Exercise directions :: What is needed is an exact transcription of every record below.

══ Dataset entries ══

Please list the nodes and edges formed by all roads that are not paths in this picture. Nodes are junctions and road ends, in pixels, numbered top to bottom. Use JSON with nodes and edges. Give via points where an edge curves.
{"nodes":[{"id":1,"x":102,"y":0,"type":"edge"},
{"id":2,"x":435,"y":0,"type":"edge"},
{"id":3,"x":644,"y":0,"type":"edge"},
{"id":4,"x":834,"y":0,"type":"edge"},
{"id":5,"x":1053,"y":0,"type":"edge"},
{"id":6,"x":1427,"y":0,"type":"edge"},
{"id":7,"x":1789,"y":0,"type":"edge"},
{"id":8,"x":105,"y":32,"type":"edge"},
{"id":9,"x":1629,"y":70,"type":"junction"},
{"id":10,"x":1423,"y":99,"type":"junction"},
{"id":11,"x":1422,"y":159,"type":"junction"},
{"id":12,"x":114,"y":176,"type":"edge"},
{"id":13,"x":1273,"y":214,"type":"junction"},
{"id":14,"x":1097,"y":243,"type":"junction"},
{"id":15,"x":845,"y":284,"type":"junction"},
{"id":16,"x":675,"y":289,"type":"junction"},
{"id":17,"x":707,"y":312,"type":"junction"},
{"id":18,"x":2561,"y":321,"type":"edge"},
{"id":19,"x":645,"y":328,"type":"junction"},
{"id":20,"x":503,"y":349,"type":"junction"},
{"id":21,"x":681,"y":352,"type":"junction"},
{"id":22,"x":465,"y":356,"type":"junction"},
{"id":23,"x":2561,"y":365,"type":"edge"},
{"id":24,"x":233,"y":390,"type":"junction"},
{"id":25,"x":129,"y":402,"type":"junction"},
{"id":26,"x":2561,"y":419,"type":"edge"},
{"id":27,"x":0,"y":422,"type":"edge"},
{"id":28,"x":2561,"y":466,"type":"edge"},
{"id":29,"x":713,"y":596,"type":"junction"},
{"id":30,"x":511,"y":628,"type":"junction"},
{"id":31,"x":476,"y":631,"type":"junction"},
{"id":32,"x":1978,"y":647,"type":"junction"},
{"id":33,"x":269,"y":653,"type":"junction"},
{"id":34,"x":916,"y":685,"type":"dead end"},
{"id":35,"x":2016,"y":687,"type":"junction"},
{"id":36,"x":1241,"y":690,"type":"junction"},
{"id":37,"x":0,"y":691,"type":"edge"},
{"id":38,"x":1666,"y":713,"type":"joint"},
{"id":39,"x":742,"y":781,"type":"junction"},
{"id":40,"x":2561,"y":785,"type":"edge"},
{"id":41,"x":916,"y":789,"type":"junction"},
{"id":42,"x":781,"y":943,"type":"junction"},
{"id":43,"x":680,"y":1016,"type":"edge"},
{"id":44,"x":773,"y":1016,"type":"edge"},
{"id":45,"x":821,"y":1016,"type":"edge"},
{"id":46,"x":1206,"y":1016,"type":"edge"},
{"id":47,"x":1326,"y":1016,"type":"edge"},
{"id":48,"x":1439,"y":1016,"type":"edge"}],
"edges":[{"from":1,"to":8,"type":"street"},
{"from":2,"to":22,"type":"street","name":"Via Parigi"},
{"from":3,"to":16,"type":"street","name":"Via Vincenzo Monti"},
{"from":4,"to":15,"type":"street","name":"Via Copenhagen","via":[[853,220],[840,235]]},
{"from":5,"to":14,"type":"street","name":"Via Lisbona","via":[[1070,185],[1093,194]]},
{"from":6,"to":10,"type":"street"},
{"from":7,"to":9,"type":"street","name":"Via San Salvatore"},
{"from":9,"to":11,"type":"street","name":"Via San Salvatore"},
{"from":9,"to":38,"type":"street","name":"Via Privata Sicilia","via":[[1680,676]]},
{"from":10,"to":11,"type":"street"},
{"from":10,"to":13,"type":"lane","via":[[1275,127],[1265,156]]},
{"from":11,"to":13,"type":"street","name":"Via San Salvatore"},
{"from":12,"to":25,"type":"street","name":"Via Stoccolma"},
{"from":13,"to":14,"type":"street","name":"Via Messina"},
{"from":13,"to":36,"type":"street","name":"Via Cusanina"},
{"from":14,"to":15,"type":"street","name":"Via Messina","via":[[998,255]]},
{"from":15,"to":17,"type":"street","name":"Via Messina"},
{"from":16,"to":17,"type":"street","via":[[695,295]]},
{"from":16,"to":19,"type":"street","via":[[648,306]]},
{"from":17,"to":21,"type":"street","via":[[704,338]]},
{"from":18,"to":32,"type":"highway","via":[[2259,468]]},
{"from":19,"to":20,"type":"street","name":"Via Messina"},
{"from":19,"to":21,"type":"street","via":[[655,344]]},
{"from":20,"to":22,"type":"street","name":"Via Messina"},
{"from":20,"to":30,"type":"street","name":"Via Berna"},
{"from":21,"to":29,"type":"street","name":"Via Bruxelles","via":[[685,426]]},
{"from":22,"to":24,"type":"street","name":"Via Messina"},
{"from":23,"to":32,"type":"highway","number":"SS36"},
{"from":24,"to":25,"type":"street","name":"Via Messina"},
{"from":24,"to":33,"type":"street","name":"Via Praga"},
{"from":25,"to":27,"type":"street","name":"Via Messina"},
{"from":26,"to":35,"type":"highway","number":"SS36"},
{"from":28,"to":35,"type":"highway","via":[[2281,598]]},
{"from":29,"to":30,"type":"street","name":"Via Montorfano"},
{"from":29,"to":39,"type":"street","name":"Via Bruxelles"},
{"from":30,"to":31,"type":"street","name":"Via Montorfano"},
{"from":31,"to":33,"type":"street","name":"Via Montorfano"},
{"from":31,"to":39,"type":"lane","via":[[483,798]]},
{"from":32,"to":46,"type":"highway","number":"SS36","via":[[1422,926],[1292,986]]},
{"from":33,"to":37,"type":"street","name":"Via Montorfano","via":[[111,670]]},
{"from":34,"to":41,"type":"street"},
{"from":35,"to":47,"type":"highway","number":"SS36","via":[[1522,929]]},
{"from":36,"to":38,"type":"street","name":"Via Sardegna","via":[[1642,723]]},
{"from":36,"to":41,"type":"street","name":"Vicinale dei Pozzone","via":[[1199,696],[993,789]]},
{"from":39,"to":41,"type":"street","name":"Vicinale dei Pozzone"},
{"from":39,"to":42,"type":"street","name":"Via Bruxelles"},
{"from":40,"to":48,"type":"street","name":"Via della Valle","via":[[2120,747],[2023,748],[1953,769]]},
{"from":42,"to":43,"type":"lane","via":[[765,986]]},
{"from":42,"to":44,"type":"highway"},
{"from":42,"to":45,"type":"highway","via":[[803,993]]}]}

═══

Exercise output ::
Please list the nodes and edges formed by all roads that are not paths in this picture. Nodes are junctions and road ends, in pixels, numbered top to bottom. Use JSON with nodes and edges. Give via points where an edge curves.
{"nodes":[{"id":1,"x":102,"y":0,"type":"edge"},
{"id":2,"x":435,"y":0,"type":"edge"},
{"id":3,"x":644,"y":0,"type":"edge"},
{"id":4,"x":834,"y":0,"type":"edge"},
{"id":5,"x":1053,"y":0,"type":"edge"},
{"id":6,"x":1427,"y":0,"type":"edge"},
{"id":7,"x":1789,"y":0,"type":"edge"},
{"id":8,"x":105,"y":32,"type":"edge"},
{"id":9,"x":1629,"y":70,"type":"junction"},
{"id":10,"x":1423,"y":99,"type":"junction"},
{"id":11,"x":1422,"y":159,"type":"junction"},
{"id":12,"x":114,"y":176,"type":"edge"},
{"id":13,"x":1273,"y":214,"type":"junction"},
{"id":14,"x":1097,"y":243,"type":"junction"},
{"id":15,"x":845,"y":284,"type":"junction"},
{"id":16,"x":675,"y":289,"type":"junction"},
{"id":17,"x":707,"y":312,"type":"junction"},
{"id":18,"x":2561,"y":321,"type":"edge"},
{"id":19,"x":645,"y":328,"type":"junction"},
{"id":20,"x":503,"y":349,"type":"junction"},
{"id":21,"x":681,"y":352,"type":"junction"},
{"id":22,"x":465,"y":356,"type":"junction"},
{"id":23,"x":2561,"y":365,"type":"edge"},
{"id":24,"x":233,"y":390,"type":"junction"},
{"id":25,"x":129,"y":402,"type":"junction"},
{"id":26,"x":2561,"y":419,"type":"edge"},
{"id":27,"x":0,"y":422,"type":"edge"},
{"id":28,"x":2561,"y":466,"type":"edge"},
{"id":29,"x":713,"y":596,"type":"junction"},
{"id":30,"x":511,"y":628,"type":"junction"},
{"id":31,"x":476,"y":631,"type":"junction"},
{"id":32,"x":1978,"y":647,"type":"junction"},
{"id":33,"x":269,"y":653,"type":"junction"},
{"id":34,"x":916,"y":685,"type":"dead end"},
{"id":35,"x":2016,"y":687,"type":"junction"},
{"id":36,"x":1241,"y":690,"type":"junction"},
{"id":37,"x":0,"y":691,"type":"edge"},
{"id":38,"x":1666,"y":713,"type":"joint"},
{"id":39,"x":742,"y":781,"type":"junction"},
{"id":40,"x":2561,"y":785,"type":"edge"},
{"id":41,"x":916,"y":789,"type":"junction"},
{"id":42,"x":781,"y":943,"type":"junction"},
{"id":43,"x":680,"y":1016,"type":"edge"},
{"id":44,"x":773,"y":1016,"type":"edge"},
{"id":45,"x":821,"y":1016,"type":"edge"},
{"id":46,"x":1206,"y":1016,"type":"edge"},
{"id":47,"x":1326,"y":1016,"type":"edge"},
{"id":48,"x":1439,"y":1016,"type":"edge"}],
"edges":[{"from":1,"to":8,"type":"street"},
{"from":2,"to":22,"type":"street","name":"Via Parigi"},
{"from":3,"to":16,"type":"street","name":"Via Vincenzo Monti"},
{"from":4,"to":15,"type":"street","name":"Via Copenhagen","via":[[853,220],[840,235]]},
{"from":5,"to":14,"type":"street","name":"Via Lisbona","via":[[1070,185],[1093,194]]},
{"from":6,"to":10,"type":"street"},
{"from":7,"to":9,"type":"street","name":"Via San Salvatore"},
{"from":9,"to":11,"type":"street","name":"Via San Salvatore"},
{"from":9,"to":38,"type":"street","name":"Via Privata Sicilia","via":[[1680,676]]},
{"from":10,"to":11,"type":"street"},
{"from":10,"to":13,"type":"lane","via":[[1275,127],[1265,156]]},
{"from":11,"to":13,"type":"street","name":"Via San Salvatore"},
{"from":12,"to":25,"type":"street","name":"Via Stoccolma"},
{"from":13,"to":14,"type":"street","name":"Via Messina"},
{"from":13,"to":36,"type":"street","name":"Via Cusanina"},
{"from":14,"to":15,"type":"street","name":"Via Messina","via":[[998,255]]},
{"from":15,"to":17,"type":"street","name":"Via Messina"},
{"from":16,"to":17,"type":"street","via":[[695,295]]},
{"from":16,"to":19,"type":"street","via":[[648,306]]},
{"from":17,"to":21,"type":"street","via":[[704,338]]},
{"from":18,"to":32,"type":"highway","via":[[2259,468]]},
{"from":19,"to":20,"type":"street","name":"Via Messina"},
{"from":19,"to":21,"type":"street","via":[[655,344]]},
{"from":20,"to":22,"type":"street","name":"Via Messina"},
{"from":20,"to":30,"type":"street","name":"Via Berna"},
{"from":21,"to":29,"type":"street","name":"Via Bruxelles","via":[[685,426]]},
{"from":22,"to":24,"type":"street","name":"Via Messina"},
{"from":23,"to":32,"type":"highway","number":"SS36"},
{"from":24,"to":25,"type":"street","name":"Via Messina"},
{"from":24,"to":33,"type":"street","name":"Via Praga"},
{"from":25,"to":27,"type":"street","name":"Via Messina"},
{"from":26,"to":35,"type":"highway","number":"SS36"},
{"from":28,"to":35,"type":"highway","via":[[2281,598]]},
{"from":29,"to":30,"type":"street","name":"Via Montorfano"},
{"from":29,"to":39,"type":"street","name":"Via Bruxelles"},
{"from":30,"to":31,"type":"street","name":"Via Montorfano"},
{"from":31,"to":33,"type":"street","name":"Via Montorfano"},
{"from":31,"to":39,"type":"lane","via":[[483,798]]},
{"from":32,"to":46,"type":"highway","number":"SS36","via":[[1422,926],[1292,986]]},
{"from":33,"to":37,"type":"street","name":"Via Montorfano","via":[[111,670]]},
{"from":34,"to":41,"type":"street"},
{"from":35,"to":47,"type":"highway","number":"SS36","via":[[1522,929]]},
{"from":36,"to":38,"type":"street","name":"Via Sardegna","via":[[1642,723]]},
{"from":36,"to":41,"type":"street","name":"Vicinale dei Pozzone","via":[[1199,696],[993,789]]},
{"from":39,"to":41,"type":"street","name":"Vicinale dei Pozzone"},
{"from":39,"to":42,"type":"street","name":"Via Bruxelles"},
{"from":40,"to":48,"type":"street","name":"Via della Valle","via":[[2120,747],[2023,748],[1953,769]]},
{"from":42,"to":43,"type":"lane","via":[[765,986]]},
{"from":42,"to":44,"type":"highway"},
{"from":42,"to":45,"type":"highway","via":[[803,993]]}]}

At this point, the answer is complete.